• **What needs to be done**
Copy out each line of the data below in which the string "double" appears.

• **Records from a collection**
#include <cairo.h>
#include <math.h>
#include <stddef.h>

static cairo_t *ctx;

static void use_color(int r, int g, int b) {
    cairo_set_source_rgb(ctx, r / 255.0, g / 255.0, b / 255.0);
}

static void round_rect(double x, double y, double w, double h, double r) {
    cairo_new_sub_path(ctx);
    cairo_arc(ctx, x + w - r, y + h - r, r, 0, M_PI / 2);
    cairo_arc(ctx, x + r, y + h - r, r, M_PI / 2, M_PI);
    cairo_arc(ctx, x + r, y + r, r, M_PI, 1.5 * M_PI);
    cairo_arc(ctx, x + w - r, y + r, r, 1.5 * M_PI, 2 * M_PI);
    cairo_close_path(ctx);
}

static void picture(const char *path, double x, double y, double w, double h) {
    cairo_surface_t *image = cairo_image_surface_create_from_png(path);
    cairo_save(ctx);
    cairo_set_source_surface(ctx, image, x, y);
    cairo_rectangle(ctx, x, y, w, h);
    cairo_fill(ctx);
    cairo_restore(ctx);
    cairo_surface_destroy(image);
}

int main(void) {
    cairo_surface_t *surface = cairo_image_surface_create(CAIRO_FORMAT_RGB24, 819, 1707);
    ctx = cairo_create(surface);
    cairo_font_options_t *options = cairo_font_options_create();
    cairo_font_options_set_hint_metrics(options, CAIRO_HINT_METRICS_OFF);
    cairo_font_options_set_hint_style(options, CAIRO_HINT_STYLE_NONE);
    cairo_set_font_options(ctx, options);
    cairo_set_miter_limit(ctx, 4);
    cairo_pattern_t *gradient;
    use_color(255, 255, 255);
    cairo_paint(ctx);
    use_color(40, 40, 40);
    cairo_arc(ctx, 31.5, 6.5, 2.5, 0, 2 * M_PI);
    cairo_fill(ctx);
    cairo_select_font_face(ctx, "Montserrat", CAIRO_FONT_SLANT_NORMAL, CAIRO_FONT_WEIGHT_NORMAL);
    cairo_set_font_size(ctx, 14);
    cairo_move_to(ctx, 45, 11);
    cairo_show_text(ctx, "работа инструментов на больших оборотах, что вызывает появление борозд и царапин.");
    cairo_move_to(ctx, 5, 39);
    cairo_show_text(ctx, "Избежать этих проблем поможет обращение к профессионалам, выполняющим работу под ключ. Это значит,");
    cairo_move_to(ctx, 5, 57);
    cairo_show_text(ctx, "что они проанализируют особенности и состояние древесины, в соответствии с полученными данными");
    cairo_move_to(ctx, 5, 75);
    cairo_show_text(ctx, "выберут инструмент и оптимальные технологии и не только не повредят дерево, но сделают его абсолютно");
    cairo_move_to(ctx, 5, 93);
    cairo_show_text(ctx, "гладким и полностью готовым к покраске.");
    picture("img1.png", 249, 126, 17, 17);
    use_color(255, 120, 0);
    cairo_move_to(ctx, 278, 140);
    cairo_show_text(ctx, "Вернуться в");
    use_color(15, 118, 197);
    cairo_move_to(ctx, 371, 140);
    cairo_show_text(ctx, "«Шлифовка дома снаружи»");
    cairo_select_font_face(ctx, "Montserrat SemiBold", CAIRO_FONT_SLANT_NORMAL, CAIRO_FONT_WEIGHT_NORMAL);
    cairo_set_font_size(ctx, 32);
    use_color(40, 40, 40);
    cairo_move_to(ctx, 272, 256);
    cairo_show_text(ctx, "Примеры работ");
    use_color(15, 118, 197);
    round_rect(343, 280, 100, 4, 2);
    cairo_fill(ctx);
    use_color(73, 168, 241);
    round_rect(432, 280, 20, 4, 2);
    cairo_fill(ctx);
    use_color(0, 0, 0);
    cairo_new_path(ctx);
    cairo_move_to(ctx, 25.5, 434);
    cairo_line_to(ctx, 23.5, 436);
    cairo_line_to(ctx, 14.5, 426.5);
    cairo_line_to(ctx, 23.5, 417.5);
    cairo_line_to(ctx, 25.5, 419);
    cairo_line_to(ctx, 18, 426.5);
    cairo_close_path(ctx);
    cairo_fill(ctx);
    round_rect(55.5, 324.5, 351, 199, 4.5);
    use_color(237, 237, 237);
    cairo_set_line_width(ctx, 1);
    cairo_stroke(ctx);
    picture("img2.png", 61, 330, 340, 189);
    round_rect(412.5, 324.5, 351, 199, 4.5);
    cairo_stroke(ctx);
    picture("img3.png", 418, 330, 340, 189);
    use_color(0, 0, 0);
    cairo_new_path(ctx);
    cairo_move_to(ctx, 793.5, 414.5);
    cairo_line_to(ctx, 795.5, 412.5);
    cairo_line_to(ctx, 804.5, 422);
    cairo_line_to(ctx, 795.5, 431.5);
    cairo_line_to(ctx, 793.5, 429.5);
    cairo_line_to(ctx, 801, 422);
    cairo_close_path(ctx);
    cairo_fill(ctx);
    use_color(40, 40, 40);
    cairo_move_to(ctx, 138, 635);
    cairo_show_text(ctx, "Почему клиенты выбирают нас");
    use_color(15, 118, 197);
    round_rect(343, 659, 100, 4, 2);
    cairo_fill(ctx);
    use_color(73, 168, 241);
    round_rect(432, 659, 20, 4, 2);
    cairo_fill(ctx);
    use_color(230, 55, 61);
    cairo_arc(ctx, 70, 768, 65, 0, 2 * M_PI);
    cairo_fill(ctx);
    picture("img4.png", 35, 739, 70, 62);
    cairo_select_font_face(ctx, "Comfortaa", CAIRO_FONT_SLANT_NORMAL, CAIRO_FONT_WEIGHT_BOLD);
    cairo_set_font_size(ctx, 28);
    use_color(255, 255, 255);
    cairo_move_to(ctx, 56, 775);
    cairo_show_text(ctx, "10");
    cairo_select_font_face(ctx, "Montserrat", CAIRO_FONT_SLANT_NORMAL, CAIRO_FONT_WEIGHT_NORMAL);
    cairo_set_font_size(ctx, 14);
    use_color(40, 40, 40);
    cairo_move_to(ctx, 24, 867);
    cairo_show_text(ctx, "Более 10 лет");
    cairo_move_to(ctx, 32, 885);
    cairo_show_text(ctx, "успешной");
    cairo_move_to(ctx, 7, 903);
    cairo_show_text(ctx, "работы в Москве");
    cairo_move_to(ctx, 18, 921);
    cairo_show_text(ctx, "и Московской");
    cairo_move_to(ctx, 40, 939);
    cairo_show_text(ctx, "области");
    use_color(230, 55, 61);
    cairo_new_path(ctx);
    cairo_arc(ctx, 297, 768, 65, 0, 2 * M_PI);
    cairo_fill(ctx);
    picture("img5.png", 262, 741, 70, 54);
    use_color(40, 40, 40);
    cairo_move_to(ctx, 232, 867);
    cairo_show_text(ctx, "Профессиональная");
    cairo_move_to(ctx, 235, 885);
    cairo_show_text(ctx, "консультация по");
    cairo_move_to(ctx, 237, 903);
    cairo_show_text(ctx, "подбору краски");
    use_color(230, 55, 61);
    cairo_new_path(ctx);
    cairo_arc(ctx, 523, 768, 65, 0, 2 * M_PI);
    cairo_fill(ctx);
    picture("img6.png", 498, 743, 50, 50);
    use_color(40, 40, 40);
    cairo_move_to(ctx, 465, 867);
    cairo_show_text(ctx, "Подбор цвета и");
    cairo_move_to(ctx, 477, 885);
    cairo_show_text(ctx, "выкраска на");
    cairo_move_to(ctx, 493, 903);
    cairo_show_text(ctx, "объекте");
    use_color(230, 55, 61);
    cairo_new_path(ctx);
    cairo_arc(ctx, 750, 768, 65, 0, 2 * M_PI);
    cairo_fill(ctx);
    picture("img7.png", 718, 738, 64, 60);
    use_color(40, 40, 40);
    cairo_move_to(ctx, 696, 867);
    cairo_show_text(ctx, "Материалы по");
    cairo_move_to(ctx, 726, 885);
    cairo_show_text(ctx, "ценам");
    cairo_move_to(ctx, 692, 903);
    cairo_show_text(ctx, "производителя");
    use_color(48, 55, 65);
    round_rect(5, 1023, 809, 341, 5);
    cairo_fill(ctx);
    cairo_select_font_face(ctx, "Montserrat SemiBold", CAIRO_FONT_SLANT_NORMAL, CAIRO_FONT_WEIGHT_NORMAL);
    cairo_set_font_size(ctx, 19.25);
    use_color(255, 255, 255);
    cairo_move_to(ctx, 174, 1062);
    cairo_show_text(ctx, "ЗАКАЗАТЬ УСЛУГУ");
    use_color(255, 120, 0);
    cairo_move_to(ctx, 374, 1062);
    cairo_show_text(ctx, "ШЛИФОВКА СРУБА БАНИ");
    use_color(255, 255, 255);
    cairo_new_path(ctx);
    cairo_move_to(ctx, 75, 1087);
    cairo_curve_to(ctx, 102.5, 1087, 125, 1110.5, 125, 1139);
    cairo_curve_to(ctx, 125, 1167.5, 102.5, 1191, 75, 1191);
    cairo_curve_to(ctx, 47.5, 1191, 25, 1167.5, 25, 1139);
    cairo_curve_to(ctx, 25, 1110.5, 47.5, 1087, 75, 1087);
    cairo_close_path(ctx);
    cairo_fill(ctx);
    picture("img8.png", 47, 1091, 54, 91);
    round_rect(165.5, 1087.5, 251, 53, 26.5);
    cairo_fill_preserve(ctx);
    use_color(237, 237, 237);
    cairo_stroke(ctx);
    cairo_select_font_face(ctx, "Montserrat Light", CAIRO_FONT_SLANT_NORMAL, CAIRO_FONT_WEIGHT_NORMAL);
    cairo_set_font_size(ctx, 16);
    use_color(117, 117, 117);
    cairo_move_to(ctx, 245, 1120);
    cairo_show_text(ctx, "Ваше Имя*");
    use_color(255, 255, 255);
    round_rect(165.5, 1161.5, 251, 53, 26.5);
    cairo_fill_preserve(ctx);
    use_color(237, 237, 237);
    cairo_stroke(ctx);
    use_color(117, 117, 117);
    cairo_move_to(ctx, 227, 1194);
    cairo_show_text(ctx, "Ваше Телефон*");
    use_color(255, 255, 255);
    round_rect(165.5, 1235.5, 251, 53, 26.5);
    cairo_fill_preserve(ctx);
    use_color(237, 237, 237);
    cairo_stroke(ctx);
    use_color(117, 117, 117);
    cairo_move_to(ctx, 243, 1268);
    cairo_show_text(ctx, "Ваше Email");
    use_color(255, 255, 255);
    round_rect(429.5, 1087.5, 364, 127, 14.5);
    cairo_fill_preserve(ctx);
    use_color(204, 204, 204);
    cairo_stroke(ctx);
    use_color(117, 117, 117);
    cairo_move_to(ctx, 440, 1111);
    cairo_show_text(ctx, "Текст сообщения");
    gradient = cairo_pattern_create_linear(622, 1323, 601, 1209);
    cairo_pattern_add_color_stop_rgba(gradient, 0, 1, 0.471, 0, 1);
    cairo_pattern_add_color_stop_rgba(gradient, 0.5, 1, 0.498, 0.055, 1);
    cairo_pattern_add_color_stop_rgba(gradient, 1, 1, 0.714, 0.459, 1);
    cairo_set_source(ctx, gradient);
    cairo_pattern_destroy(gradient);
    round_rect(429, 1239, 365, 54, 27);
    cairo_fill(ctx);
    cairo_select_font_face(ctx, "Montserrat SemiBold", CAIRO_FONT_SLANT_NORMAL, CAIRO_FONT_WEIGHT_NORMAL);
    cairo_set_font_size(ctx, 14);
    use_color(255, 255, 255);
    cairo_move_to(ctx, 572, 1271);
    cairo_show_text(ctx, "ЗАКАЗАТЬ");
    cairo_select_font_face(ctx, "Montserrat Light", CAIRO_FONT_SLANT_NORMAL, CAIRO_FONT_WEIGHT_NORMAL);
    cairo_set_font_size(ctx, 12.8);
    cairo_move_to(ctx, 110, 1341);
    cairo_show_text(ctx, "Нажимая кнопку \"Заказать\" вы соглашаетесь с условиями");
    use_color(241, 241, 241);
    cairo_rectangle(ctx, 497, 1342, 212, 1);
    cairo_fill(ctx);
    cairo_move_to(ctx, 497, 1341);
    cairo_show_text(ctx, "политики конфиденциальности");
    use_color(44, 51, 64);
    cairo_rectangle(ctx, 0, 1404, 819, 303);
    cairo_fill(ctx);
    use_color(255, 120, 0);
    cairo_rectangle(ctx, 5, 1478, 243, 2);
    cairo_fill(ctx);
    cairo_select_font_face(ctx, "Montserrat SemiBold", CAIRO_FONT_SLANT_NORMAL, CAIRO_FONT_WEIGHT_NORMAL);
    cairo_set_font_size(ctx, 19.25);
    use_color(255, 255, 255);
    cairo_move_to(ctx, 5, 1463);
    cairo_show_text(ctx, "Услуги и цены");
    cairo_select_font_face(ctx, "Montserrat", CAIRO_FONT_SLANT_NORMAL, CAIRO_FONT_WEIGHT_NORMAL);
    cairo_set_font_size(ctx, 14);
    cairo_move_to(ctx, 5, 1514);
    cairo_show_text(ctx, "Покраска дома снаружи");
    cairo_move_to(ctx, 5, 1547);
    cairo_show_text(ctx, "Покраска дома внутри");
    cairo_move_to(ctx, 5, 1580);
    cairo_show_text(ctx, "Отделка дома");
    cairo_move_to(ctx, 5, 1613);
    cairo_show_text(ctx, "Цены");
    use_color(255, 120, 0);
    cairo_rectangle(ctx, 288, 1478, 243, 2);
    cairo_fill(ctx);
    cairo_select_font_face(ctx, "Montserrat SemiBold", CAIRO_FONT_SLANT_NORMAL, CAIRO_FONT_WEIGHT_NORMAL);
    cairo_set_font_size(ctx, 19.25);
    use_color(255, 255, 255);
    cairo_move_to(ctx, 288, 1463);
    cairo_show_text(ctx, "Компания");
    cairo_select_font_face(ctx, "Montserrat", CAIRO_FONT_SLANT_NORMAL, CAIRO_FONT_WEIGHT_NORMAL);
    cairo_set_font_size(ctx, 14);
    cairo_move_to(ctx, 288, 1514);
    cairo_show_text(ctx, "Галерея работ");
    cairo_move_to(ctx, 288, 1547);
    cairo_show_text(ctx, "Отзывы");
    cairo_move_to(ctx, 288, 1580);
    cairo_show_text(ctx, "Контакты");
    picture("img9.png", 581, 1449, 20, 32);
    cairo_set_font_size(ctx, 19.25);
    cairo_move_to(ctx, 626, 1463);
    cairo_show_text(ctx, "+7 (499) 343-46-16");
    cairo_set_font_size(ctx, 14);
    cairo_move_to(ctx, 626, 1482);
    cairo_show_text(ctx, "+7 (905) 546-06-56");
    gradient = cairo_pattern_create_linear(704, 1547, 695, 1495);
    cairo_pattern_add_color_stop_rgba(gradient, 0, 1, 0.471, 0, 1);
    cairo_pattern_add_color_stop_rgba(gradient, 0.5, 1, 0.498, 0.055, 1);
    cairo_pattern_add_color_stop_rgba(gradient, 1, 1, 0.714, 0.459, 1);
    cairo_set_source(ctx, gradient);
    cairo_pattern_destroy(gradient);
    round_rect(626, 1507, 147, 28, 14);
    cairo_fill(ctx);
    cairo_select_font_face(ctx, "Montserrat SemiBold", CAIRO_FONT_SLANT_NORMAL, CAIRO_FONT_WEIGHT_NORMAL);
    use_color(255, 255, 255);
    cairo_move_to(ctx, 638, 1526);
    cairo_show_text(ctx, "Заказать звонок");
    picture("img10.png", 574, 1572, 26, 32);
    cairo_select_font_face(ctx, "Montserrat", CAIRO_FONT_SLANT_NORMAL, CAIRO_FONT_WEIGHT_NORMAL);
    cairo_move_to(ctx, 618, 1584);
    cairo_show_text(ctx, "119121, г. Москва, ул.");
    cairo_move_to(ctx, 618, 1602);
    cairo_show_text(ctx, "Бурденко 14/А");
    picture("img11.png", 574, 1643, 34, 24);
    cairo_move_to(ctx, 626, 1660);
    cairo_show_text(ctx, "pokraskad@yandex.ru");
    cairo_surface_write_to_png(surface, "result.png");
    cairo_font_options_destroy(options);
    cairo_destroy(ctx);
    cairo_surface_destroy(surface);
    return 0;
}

---

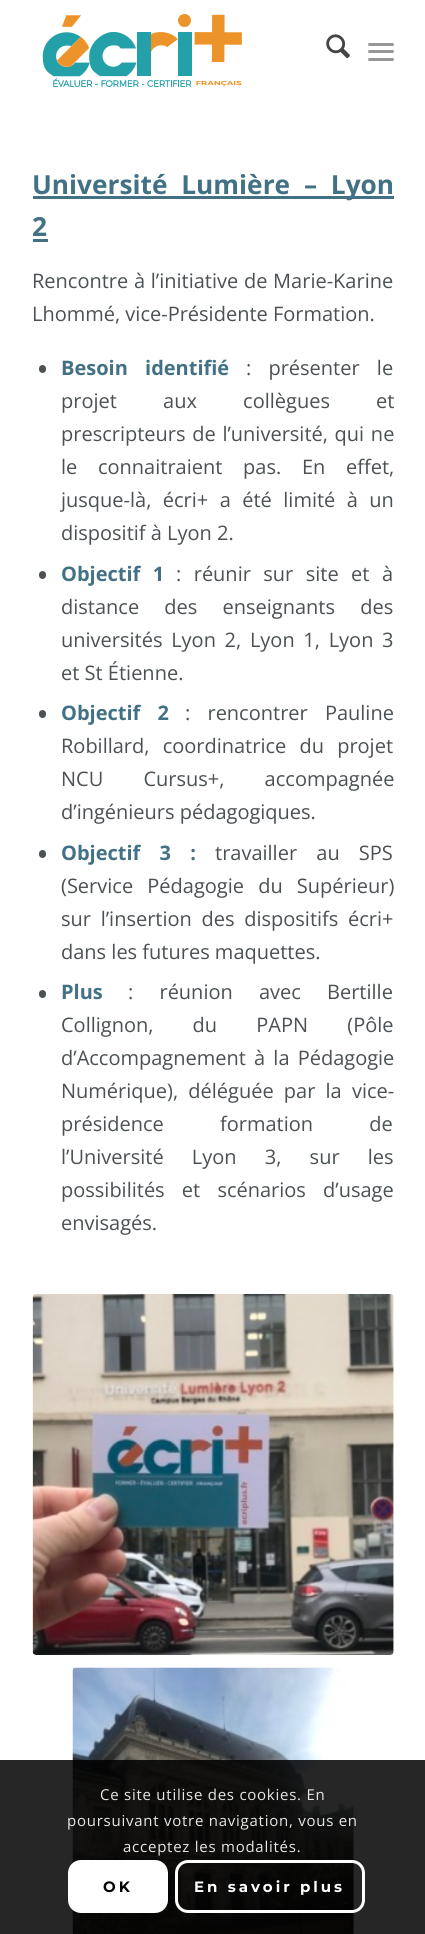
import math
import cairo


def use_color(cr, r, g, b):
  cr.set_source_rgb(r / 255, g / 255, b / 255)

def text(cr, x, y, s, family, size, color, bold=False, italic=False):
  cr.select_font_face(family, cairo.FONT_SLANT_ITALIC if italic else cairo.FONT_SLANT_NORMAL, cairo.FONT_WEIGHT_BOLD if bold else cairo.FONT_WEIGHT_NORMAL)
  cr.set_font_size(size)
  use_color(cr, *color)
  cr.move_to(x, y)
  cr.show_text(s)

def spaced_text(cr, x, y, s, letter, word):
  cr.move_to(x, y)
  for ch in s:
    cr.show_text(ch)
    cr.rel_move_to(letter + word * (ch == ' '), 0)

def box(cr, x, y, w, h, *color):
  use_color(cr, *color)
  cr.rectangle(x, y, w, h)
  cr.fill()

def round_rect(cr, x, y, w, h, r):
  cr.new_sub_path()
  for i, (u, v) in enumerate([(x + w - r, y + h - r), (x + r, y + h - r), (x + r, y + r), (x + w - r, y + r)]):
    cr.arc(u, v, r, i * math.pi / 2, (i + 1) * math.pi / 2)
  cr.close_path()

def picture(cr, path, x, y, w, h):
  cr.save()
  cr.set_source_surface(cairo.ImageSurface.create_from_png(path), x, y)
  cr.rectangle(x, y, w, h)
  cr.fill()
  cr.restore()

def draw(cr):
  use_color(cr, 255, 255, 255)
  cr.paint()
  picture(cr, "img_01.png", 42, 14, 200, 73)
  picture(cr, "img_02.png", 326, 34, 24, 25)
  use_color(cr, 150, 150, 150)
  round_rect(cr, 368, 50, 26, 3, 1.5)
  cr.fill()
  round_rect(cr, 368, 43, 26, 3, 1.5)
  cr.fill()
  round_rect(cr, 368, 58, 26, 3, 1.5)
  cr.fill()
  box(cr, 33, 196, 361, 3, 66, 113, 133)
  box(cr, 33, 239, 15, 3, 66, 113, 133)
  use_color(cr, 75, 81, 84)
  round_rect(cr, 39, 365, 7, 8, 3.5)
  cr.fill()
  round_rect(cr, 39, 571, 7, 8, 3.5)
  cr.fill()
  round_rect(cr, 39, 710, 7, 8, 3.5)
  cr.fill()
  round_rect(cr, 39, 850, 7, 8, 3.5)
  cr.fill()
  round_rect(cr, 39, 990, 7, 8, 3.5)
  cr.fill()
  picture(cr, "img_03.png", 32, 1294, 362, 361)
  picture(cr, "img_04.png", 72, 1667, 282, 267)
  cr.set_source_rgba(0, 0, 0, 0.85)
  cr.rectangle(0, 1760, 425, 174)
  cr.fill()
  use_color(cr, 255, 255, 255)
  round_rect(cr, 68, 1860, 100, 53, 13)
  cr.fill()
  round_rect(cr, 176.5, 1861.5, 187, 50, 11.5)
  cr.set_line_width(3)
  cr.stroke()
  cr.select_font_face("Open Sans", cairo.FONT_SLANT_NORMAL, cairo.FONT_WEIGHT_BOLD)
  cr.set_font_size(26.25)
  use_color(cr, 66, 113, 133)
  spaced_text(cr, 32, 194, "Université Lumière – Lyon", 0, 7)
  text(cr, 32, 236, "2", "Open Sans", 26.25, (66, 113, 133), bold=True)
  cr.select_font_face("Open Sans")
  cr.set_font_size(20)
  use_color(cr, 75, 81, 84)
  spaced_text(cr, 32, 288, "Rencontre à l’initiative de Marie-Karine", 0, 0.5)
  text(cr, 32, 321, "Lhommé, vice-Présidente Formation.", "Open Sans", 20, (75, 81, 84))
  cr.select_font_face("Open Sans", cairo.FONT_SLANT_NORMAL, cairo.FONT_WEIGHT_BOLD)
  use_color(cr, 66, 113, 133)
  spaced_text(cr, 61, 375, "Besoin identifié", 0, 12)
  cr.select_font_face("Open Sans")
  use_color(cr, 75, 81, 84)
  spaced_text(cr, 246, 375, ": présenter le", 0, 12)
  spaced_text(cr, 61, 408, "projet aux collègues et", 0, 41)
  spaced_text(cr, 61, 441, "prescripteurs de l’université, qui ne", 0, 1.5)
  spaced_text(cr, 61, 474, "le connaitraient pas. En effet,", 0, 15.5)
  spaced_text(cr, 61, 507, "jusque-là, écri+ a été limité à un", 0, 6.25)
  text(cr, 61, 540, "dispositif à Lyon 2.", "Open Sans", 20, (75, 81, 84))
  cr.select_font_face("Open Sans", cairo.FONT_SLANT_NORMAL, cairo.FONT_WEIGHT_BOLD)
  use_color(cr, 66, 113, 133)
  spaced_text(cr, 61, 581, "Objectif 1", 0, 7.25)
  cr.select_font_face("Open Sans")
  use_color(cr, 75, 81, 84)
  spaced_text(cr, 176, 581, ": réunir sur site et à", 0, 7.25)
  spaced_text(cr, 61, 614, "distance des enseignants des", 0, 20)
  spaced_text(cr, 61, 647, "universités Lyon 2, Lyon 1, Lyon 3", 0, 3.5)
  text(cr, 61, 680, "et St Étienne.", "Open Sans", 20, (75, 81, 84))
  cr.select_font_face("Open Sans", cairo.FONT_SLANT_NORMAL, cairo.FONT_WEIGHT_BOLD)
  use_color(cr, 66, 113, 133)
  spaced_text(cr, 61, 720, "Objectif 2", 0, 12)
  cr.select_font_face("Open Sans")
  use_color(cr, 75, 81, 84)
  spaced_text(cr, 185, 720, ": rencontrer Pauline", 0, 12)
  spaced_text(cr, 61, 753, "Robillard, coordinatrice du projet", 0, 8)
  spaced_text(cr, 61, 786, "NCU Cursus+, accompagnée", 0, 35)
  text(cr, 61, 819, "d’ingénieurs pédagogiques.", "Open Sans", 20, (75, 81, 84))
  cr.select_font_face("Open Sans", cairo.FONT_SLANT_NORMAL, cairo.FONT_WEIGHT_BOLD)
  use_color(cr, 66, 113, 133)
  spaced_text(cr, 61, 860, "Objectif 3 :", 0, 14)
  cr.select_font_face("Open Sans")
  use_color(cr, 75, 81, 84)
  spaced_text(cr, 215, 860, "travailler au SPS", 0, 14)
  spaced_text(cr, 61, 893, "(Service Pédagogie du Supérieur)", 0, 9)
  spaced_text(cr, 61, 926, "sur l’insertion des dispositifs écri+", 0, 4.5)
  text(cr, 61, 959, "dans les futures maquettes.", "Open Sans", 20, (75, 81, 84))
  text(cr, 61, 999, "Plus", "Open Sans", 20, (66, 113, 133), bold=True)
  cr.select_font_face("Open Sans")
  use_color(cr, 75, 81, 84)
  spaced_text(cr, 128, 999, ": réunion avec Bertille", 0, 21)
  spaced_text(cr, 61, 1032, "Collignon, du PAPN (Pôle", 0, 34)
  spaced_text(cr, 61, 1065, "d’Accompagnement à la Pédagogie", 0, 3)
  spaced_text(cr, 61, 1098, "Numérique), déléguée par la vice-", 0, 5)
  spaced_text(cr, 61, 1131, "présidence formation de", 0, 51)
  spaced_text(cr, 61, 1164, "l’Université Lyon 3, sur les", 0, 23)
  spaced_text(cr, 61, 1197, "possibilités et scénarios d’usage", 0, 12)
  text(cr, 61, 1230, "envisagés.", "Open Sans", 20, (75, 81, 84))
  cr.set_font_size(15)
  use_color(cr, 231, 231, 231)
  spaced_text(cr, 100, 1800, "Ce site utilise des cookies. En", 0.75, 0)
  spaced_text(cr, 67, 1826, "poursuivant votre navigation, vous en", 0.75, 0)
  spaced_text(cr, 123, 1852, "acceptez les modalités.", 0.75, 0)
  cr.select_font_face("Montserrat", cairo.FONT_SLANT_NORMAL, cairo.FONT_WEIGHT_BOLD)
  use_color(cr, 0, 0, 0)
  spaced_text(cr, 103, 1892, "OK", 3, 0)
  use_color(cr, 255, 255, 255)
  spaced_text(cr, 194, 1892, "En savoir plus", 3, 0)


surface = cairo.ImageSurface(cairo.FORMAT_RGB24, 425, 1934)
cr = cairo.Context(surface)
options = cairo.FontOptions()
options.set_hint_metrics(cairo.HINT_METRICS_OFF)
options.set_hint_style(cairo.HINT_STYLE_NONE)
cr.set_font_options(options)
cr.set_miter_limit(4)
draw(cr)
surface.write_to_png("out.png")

• **Output for this exercise**
static void round_rect(double x, double y, double w, double h, double r) {
static void picture(const char *path, double x, double y, double w, double h) {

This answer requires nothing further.